#### [Material shown]
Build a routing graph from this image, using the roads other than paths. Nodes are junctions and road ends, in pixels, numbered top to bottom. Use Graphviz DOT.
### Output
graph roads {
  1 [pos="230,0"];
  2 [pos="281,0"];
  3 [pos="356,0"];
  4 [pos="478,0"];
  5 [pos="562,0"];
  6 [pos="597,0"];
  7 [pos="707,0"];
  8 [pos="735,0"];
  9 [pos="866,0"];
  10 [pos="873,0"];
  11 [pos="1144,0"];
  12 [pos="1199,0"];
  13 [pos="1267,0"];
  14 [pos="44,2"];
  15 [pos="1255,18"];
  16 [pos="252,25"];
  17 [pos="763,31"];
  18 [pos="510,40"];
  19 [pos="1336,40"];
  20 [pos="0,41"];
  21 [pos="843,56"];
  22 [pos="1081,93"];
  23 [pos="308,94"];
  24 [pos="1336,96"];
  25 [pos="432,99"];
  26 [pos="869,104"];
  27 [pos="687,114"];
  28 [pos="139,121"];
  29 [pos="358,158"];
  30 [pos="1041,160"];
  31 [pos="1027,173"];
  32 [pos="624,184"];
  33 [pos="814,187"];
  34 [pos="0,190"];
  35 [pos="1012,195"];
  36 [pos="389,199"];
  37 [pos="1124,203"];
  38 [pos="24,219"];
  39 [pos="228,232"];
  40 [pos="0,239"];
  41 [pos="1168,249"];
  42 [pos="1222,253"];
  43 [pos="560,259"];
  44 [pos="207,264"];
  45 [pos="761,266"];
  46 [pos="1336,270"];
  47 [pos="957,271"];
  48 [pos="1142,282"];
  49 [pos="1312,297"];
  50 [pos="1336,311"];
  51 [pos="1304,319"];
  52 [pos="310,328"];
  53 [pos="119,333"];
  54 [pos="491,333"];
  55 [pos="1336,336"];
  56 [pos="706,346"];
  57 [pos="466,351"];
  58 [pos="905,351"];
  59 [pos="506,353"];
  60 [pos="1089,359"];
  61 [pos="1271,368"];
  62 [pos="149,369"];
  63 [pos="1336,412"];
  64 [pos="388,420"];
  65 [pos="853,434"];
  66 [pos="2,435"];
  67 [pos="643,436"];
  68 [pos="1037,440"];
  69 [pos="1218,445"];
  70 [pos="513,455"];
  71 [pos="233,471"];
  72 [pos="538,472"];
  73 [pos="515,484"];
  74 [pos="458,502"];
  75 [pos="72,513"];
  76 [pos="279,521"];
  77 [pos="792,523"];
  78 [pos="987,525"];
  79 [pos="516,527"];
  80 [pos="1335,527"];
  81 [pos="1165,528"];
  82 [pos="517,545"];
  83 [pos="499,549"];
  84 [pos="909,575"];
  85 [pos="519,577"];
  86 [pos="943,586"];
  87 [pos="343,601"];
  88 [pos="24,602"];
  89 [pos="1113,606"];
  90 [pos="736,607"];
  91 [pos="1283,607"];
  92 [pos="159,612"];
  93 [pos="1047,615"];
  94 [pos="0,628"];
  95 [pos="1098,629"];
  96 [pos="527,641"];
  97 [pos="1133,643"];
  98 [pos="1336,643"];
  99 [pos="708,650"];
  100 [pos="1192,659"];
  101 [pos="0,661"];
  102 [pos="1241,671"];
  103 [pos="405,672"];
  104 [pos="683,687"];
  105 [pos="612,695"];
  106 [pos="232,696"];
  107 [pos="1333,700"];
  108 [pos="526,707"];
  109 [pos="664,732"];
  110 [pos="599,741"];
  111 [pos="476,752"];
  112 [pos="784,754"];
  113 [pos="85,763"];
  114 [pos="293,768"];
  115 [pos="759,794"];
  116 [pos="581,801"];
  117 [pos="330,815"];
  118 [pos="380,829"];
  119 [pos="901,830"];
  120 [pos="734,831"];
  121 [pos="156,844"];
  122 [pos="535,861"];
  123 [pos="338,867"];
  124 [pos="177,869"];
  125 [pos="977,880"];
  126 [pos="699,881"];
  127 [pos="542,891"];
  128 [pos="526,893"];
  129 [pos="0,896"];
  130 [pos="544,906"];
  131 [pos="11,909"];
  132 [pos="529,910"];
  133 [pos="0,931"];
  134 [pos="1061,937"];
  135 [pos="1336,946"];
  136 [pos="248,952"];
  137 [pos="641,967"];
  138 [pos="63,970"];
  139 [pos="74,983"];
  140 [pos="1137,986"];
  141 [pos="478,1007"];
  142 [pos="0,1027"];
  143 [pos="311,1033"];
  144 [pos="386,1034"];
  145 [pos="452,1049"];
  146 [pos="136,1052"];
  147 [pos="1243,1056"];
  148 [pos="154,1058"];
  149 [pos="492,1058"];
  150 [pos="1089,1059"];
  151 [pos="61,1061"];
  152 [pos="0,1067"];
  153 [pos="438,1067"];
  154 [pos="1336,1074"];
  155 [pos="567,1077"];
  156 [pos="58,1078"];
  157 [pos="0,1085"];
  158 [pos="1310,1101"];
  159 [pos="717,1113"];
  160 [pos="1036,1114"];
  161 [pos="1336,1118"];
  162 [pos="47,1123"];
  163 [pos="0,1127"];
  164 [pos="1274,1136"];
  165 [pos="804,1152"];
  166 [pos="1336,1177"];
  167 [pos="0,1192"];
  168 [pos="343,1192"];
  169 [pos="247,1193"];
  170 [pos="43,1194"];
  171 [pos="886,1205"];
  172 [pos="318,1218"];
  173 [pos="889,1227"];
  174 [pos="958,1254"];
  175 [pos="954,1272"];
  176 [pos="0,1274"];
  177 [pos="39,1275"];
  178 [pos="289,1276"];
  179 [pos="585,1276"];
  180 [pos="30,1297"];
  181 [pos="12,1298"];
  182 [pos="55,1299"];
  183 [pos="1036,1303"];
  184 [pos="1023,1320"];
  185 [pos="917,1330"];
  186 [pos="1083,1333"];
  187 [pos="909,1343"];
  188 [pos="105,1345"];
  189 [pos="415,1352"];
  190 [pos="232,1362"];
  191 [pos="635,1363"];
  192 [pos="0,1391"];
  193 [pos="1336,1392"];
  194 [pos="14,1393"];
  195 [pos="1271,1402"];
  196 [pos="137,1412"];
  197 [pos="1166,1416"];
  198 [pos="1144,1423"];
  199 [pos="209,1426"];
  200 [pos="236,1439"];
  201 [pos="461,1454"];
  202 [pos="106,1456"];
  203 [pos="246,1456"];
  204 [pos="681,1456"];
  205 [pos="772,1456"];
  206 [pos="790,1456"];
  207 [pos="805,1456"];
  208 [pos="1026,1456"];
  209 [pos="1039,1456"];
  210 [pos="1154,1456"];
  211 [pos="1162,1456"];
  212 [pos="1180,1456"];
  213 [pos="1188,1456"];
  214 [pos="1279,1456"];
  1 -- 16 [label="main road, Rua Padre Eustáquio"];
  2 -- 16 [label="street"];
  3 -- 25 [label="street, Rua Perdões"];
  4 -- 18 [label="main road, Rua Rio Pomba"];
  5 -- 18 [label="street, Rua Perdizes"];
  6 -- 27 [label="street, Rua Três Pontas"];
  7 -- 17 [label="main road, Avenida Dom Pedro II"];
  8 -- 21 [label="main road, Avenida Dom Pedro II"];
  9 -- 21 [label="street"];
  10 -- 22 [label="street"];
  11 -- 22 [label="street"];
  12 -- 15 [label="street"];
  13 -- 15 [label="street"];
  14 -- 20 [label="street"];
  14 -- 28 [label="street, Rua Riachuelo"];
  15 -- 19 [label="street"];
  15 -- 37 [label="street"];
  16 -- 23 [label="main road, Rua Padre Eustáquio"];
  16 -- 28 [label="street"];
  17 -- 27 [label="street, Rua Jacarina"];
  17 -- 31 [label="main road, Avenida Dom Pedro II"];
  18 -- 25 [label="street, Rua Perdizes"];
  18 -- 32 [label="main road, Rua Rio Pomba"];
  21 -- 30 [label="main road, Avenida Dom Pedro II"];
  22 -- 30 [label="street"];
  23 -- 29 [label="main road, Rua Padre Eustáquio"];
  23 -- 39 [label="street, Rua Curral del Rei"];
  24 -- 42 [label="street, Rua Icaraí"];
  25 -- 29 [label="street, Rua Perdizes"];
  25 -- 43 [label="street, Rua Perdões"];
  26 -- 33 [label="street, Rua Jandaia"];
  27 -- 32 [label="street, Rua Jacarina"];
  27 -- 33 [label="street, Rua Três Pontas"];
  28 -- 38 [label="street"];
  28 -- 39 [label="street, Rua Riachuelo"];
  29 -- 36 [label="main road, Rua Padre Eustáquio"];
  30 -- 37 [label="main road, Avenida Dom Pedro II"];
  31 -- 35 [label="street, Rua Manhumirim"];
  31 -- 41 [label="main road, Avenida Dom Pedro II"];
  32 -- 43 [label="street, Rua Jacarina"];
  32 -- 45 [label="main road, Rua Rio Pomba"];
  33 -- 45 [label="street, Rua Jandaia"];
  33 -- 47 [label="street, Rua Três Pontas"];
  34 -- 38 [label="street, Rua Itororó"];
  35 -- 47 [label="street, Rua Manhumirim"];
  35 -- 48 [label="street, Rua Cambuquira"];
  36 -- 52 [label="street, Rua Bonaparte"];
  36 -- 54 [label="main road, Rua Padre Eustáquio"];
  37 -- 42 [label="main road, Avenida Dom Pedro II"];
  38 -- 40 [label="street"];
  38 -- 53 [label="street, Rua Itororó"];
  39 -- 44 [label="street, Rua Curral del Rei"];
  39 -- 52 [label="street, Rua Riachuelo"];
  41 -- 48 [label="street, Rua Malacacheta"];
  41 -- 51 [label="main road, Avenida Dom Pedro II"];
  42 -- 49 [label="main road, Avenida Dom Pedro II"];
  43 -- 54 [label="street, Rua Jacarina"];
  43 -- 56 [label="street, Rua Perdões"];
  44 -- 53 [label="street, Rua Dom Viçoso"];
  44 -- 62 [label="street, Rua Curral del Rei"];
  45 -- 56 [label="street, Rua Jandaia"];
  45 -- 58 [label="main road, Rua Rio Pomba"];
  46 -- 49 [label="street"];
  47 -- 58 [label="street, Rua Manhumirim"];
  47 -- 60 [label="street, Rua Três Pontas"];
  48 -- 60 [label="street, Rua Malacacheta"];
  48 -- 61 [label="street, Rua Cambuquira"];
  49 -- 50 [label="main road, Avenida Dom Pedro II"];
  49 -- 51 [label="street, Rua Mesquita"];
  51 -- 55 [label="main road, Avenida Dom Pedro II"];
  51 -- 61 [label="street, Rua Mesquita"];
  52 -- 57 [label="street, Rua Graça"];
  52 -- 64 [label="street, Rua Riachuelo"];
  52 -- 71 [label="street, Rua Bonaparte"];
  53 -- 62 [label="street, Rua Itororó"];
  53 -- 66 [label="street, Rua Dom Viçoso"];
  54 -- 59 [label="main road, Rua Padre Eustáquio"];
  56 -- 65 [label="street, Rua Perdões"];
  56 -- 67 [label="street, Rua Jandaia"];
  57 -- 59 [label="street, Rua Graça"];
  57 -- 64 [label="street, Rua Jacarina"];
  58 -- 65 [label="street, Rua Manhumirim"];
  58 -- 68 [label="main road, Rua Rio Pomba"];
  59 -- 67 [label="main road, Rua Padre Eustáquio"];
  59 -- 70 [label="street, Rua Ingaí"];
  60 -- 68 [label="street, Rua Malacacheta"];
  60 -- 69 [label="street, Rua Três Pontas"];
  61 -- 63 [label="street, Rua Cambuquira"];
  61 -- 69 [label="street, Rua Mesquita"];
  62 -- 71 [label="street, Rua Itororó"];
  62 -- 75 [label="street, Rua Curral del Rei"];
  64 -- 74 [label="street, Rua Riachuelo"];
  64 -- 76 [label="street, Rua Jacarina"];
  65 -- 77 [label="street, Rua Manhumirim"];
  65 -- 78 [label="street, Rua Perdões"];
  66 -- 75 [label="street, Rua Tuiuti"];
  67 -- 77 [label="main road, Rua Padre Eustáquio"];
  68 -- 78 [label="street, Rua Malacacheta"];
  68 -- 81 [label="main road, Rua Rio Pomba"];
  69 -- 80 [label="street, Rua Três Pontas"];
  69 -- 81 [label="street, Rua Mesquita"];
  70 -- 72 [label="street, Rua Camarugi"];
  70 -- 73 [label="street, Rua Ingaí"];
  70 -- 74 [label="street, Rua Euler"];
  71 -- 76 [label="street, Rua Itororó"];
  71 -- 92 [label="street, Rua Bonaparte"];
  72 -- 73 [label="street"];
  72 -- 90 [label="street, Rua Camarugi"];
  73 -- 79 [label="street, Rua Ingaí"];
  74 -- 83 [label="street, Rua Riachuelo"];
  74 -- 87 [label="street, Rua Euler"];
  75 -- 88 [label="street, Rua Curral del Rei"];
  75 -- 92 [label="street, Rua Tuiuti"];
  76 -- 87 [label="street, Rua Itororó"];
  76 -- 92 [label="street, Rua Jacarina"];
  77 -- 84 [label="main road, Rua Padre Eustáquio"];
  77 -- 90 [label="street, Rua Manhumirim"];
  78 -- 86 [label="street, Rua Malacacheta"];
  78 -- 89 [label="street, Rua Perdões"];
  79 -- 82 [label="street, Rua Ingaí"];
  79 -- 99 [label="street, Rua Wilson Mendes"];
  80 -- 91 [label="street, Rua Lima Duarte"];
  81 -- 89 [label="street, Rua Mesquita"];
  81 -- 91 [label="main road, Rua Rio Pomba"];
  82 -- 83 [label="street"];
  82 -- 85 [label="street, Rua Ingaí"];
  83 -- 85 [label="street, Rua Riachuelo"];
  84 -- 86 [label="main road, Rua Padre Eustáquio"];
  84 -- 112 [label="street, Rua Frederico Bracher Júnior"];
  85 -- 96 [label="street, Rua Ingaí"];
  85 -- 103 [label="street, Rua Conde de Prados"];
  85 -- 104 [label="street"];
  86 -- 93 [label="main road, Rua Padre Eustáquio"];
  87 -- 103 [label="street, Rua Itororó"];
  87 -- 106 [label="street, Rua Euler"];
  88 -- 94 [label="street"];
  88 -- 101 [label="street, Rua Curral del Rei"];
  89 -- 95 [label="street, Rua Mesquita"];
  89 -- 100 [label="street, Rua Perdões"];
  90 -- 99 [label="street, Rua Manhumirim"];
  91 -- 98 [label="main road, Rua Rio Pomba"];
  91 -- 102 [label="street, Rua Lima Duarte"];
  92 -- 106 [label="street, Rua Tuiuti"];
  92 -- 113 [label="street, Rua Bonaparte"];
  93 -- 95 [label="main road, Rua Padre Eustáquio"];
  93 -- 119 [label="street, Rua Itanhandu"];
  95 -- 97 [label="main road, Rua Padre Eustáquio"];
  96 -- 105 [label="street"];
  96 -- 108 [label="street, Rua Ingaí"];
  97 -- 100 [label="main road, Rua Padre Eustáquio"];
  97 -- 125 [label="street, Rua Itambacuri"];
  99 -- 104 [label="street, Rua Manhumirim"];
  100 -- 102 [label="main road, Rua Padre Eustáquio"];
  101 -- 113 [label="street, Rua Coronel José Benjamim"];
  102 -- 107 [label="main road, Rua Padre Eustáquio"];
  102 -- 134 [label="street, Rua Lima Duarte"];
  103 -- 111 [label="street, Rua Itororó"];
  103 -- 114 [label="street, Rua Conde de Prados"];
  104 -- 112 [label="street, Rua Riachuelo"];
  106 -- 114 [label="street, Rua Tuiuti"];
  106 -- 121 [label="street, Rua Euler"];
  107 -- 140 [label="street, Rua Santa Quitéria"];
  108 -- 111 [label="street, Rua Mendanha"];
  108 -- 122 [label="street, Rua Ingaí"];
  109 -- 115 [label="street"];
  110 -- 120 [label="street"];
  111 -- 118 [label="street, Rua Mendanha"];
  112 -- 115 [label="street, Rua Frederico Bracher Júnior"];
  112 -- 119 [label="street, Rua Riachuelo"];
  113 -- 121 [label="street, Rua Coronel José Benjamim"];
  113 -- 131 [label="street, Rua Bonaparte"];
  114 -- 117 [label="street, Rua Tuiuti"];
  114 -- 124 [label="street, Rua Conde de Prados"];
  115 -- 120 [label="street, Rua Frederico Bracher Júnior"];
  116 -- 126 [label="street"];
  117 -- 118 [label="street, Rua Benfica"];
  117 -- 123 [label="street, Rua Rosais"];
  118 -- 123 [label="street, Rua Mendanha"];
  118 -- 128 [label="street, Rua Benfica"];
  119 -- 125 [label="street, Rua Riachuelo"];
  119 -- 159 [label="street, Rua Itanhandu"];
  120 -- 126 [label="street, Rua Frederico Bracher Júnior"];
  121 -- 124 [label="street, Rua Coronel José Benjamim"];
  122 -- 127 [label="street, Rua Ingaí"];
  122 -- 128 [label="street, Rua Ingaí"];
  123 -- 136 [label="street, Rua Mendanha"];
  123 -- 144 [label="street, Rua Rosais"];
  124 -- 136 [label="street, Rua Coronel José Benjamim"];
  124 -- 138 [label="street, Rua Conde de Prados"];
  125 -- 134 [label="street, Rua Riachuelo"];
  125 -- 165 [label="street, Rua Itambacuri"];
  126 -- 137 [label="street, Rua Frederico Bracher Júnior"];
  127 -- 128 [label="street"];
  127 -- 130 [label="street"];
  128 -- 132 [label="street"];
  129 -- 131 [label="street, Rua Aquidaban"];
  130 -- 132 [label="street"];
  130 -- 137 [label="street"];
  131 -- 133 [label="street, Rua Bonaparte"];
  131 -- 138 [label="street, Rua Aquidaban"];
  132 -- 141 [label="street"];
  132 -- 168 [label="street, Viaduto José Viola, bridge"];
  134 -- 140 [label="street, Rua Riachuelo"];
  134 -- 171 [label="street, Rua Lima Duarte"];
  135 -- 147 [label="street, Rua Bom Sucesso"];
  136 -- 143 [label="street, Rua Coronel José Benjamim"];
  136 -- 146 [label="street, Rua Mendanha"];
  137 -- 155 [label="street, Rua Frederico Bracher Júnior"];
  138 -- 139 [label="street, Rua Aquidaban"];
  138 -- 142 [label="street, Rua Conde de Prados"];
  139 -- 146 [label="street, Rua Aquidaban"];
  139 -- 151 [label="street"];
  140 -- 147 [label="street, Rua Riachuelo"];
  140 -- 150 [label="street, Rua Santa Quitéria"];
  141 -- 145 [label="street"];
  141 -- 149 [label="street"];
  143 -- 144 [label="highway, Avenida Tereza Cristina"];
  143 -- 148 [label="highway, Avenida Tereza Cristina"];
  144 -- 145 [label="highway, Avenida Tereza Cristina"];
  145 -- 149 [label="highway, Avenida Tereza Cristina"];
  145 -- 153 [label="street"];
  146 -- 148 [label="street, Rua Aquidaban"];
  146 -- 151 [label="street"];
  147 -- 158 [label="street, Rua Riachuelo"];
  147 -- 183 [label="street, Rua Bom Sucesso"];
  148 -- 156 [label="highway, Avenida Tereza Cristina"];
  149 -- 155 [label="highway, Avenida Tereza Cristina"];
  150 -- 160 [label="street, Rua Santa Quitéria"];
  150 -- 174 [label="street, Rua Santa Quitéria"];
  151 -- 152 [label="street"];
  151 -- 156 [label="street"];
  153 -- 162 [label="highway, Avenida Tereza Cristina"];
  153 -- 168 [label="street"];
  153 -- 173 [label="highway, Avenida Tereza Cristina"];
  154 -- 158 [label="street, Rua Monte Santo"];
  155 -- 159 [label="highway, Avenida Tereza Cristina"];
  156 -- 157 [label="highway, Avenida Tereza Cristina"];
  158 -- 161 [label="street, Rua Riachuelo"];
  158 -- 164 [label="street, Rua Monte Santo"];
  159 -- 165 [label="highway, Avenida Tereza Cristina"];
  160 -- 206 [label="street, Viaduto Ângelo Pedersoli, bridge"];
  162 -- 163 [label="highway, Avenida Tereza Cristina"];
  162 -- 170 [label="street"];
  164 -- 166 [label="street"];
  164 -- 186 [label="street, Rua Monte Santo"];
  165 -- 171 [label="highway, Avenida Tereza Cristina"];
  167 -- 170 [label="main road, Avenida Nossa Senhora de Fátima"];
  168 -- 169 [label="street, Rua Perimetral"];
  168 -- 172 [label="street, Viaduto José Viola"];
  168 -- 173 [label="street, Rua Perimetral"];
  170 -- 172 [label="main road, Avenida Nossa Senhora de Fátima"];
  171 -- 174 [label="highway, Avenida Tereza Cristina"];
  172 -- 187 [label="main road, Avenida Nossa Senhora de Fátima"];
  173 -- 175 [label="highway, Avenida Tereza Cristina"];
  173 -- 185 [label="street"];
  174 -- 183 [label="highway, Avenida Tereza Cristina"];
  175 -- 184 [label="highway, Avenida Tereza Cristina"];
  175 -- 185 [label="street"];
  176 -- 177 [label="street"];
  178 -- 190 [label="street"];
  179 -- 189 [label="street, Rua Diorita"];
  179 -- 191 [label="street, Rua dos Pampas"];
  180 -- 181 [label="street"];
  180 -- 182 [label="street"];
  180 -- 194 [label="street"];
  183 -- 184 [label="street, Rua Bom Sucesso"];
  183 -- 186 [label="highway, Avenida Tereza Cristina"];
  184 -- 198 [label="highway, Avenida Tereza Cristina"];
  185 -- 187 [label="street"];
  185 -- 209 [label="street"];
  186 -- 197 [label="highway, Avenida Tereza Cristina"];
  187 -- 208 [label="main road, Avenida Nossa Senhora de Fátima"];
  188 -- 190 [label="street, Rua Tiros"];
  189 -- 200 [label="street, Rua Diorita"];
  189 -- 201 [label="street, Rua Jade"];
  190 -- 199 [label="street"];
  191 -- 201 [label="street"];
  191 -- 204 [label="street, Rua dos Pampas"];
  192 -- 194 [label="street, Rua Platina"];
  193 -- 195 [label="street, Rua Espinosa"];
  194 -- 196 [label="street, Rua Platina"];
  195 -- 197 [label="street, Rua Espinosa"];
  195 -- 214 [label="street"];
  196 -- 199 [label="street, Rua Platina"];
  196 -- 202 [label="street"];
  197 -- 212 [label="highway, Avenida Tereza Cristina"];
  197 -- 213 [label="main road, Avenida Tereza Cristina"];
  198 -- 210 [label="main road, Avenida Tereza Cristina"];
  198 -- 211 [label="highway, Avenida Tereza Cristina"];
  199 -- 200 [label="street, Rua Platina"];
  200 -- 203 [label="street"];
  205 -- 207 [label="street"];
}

#### [Instructions to follow]
Copy each line above where the string "Mendanha" occurs.

#### [Exercise solution]
  108 -- 111 [label="street, Rua Mendanha"];
  111 -- 118 [label="street, Rua Mendanha"];
  118 -- 123 [label="street, Rua Mendanha"];
  123 -- 136 [label="street, Rua Mendanha"];
  136 -- 146 [label="street, Rua Mendanha"];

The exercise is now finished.